Por Roberto Marra
Hay muchas cosas que molestan de los neoliberales, derechosos, facistoides o como se les quiera denominar. Pero lo que realmente colma la paciencia y anula la posibilidad de cualquier tipo de consideración, es la soberbia con la que se expresan, la absoluta seguridad de “tener la razón”, el permanente modo altanero y despreciativo sobre quienes manifiestan poseer otra ideología. Utilizan un lenguaje y un razonamiento dirigido a destruir la autoestima del oponente, con la burla como arma fundamental y el odio como alimento de sus vituperios permanentes.
Con esos tipos (y tipas) no puede haber diálogo alguno, porque sus objetivos son la destrucción de quien se lo proponga. Puede que haya que escucharlos, para conocer para donde van cada día sus amenazas y a quienes dirigen sus insultos, pero resulta ridículo pensarlos como participantes de un debate honesto y transparente. Y sí que eso trae complicaciones profundas en los ámbitos parlamentarios donde están insertos estos personajes siniestros, por la incongruencia entre sus postulados negacionistas del otro y la obligatoria y constitucional manera de atender los asuntos legislativos.
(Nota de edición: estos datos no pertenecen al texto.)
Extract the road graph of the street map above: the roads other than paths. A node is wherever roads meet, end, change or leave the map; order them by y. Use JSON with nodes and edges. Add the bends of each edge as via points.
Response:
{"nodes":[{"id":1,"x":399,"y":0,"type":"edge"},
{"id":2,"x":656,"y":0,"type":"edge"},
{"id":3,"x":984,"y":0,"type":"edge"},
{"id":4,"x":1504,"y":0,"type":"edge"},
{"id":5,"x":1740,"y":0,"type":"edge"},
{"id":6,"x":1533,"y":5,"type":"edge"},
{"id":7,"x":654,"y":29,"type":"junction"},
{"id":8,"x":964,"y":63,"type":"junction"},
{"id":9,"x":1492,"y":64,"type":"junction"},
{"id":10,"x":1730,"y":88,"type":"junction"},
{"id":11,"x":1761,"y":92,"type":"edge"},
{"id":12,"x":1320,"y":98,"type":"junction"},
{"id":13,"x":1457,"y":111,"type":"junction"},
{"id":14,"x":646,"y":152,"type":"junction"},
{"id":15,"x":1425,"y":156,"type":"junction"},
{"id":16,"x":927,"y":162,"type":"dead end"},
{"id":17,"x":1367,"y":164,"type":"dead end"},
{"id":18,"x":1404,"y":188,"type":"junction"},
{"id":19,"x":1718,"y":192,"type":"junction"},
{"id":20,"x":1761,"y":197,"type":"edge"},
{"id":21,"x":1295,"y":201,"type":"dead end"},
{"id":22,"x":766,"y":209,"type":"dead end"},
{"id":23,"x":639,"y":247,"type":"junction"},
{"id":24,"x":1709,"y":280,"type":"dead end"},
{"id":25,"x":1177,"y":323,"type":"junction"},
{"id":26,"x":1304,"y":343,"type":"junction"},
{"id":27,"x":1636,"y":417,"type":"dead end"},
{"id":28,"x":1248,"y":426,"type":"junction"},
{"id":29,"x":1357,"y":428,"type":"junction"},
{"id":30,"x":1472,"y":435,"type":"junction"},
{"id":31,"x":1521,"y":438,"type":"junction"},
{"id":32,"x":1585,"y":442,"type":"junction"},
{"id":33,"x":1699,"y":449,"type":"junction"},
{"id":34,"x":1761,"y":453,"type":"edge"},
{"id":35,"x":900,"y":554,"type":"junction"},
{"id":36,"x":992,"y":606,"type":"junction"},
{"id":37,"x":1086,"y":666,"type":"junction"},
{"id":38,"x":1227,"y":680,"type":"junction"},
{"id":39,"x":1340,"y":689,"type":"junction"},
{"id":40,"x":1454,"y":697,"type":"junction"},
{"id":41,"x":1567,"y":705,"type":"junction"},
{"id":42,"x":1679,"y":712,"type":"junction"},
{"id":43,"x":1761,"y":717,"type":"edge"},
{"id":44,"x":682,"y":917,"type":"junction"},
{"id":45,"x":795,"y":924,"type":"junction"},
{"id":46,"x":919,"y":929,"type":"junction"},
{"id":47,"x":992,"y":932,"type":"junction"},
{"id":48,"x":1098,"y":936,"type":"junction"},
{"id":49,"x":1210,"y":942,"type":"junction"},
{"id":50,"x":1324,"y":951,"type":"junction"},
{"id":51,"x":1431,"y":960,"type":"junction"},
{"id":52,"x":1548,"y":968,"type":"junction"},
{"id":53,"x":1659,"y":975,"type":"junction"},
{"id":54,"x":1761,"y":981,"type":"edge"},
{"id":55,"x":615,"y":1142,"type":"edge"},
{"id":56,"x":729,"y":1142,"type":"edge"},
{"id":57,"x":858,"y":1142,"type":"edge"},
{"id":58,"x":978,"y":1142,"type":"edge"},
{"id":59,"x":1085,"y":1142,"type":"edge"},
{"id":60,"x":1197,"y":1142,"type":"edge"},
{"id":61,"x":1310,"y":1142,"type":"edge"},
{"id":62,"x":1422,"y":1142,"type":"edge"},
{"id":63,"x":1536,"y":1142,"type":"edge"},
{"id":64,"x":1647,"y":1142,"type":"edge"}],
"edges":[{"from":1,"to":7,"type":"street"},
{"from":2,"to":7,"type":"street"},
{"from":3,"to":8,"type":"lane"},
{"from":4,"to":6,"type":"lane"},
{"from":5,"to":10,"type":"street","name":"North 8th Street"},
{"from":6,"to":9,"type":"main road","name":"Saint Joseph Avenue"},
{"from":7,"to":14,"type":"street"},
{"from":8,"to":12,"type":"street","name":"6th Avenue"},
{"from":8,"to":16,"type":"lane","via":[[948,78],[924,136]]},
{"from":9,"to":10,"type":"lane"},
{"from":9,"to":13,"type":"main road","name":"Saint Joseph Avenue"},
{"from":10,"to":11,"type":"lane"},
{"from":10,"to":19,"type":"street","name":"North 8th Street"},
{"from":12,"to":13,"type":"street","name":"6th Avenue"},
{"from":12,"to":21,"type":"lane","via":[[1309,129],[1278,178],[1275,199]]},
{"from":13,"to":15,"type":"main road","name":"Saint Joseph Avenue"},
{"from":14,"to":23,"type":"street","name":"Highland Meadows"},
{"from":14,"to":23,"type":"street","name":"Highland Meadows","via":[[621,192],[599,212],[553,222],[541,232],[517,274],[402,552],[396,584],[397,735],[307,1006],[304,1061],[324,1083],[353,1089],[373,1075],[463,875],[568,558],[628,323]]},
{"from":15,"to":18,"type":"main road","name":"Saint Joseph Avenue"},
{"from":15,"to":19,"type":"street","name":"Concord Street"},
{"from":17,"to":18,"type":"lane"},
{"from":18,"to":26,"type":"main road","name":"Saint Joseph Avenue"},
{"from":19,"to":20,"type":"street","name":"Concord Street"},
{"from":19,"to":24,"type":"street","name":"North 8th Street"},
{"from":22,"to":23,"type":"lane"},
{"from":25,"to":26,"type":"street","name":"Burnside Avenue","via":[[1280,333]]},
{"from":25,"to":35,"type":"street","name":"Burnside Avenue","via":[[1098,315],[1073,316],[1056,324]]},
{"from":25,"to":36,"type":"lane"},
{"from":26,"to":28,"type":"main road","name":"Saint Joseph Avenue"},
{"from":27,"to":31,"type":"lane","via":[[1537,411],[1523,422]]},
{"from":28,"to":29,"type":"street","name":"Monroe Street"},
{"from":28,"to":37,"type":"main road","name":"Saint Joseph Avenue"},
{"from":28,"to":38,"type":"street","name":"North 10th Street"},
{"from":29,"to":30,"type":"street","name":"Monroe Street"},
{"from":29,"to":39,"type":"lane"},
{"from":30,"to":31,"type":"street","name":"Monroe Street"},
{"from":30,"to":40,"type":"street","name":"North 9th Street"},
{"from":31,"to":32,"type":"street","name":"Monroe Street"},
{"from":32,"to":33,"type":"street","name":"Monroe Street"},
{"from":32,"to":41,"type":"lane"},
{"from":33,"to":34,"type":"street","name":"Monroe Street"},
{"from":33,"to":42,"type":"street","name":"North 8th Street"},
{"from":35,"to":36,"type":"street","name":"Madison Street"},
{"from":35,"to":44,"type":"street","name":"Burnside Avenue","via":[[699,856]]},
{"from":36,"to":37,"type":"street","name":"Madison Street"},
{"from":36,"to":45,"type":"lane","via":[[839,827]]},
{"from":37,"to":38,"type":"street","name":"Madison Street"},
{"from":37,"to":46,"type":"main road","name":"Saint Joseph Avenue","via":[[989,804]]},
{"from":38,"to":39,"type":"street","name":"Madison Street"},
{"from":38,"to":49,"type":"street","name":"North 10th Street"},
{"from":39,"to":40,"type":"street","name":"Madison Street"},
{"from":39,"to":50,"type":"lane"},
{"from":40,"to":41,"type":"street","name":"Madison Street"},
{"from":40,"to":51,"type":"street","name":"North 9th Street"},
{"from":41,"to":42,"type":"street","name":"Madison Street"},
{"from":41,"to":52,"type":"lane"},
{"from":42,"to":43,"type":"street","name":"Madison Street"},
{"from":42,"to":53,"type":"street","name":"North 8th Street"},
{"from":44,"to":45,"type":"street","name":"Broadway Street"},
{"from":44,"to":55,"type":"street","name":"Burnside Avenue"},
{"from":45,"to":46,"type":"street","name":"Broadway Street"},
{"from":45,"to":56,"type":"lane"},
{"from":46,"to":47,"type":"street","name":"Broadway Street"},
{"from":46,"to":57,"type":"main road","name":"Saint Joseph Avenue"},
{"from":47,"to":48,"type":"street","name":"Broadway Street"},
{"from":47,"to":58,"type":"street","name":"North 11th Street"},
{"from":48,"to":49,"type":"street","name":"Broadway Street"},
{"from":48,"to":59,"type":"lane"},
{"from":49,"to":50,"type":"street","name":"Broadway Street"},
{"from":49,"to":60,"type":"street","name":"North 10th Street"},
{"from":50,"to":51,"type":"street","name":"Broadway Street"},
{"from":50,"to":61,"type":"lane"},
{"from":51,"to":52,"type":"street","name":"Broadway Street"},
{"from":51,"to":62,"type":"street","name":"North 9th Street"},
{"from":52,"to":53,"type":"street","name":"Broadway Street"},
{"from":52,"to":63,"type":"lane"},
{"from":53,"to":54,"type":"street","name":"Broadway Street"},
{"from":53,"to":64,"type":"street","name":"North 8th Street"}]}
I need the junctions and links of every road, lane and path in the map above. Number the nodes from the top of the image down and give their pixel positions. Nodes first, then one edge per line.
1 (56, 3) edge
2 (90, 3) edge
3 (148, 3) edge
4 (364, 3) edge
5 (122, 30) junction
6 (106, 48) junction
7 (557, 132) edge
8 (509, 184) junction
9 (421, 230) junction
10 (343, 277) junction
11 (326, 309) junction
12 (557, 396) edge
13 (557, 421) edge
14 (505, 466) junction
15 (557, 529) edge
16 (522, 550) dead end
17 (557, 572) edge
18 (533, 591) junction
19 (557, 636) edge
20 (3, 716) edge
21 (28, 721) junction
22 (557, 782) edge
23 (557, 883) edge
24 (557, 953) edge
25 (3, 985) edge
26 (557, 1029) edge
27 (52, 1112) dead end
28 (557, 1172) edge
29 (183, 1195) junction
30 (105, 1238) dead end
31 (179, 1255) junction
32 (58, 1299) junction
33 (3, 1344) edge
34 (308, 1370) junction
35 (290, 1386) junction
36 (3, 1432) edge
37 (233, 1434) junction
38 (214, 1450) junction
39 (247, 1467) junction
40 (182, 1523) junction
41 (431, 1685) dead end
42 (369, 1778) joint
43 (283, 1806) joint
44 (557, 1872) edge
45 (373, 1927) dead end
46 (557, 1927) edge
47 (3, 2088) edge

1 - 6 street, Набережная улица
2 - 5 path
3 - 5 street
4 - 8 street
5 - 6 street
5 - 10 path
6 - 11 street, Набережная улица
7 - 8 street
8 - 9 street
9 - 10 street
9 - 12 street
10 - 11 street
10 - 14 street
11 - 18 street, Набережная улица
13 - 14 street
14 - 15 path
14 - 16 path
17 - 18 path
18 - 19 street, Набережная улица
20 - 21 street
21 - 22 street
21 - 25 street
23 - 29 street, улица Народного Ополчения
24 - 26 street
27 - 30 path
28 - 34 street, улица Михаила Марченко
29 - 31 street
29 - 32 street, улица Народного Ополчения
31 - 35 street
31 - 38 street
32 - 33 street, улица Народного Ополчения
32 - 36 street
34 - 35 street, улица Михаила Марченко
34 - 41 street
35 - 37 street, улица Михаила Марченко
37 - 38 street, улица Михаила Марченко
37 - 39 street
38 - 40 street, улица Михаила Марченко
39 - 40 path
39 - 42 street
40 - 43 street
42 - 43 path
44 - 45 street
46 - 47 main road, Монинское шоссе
Poseen mucha capacidad dañosa, por el apoyo que reciben de ese Poder Real que se vale de las instituciones del Estado de todos los modos que puedan, incluso legislando a su favor con “sus” propios representantes. Se multiplican en cada elección, por la inmensa cadena comunicacional de la que se sirven para destacar por sobre los demás contendientes a los cargos. Cuando logran mayorías o, al menos, minorías que pueden impedir las votaciones de normas que perjudiquen a sus amos locales y transnacionales, anulan cualquier avance que pudiera intentar hacerse desde el ejecutivo.
Eso, si éste se anima a hacerlos. Porque otra condición que se genera por la existencia de estos gorilas dominantes, es la característica del retroceso permanente de los objetivos estructurales de la gestión presidencial, por efecto del temor a perder las votaciones de los proyectos de leyes o el daño que les pudiera provocar las campañas de terror informativo que se desatan desde los medios hegemonizados por los mandantes de esos homínidos autopercibidos como “legisladores”.
Encrucijada compleja la de estos tiempos de “democracia” secuestrada por el Poder Real. Realidad avarienta de valentías y arrojos, de retomes de las historias abandonadas, de ansias revolucionarias perdidas entre desvaríos de los “no se puede”. Protagonismos dejados en mínimas manos, poco proclives a la firmeza ideológica y la coherencia entre dichos y hechos. Pueblo desolado y quieto, atrapado entre la necesidad de la lucha y el miedo al regreso de los muertos vivos del neoliberalismo.
El dilema está ahí, y los enemigos, deshonestos promotores de todos nuestros males, también lo saben. Previniéndose en salud, atacan antes que se mueva la primera pieza de este ajedrez político, intentando anular las reacciones que debieron ser acciones. La militancia espera, como en estado catatónico, que se les pida hacer tal o cual cosa, sin que nazcan desde ella misma las movidas capaces de cancelar los poderíos que nos agobian. Y la ciudadanía común, la que prefiere conservar sus miserias a arriesgarse en la imprescindible aventura de la transformación social, sigue enfrascada en sus dudas eternas que han servido siempre para acompañar a cuanto gobierno retrógrado y antinacional ha existido. Eso, sin dejar de quejarse nunca, esperando que los soberbios patanes que les subyugaron a la hora de los votos, les solucionen los problemas de los cuales éstos son sus autores.
Mientras, la calesita de los sueños perdidos sigue girando, sin que la buena gente logre jamás alcanzar la esquiva sortija de la justicia social.